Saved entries
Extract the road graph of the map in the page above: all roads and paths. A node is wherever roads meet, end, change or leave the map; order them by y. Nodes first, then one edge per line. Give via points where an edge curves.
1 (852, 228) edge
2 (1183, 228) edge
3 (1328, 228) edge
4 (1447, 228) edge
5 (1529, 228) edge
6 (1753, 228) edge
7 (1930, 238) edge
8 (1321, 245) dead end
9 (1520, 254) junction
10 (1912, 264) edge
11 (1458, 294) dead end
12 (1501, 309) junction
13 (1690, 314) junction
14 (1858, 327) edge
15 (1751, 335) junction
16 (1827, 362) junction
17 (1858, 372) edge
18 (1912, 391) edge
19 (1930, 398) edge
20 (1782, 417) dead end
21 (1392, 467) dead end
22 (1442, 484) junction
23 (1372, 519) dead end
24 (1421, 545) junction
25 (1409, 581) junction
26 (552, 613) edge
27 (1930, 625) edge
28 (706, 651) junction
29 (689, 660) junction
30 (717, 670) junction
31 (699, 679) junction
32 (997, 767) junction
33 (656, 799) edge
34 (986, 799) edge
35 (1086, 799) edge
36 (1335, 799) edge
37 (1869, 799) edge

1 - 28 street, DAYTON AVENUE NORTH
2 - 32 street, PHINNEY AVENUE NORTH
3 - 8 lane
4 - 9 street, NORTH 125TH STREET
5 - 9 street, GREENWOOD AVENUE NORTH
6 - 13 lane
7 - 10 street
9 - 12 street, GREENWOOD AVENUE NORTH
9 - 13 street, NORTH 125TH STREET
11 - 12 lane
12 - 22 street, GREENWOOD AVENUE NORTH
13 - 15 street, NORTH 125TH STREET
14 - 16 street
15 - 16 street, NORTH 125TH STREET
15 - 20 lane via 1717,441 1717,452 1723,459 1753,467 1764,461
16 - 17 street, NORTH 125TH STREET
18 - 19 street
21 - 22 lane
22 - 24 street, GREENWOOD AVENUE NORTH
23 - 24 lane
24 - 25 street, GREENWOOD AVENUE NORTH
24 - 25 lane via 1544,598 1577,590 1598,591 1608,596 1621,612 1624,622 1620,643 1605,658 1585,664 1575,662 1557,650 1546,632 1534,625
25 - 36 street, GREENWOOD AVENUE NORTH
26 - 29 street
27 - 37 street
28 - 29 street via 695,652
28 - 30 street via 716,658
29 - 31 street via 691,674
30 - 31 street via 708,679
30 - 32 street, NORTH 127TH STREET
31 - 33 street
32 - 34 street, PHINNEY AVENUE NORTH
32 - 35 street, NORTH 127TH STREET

• _Work to complete_
Only the number is wanted: how many lines in the preceding entries hold the string "GREENWOOD"?

• _Response area_
6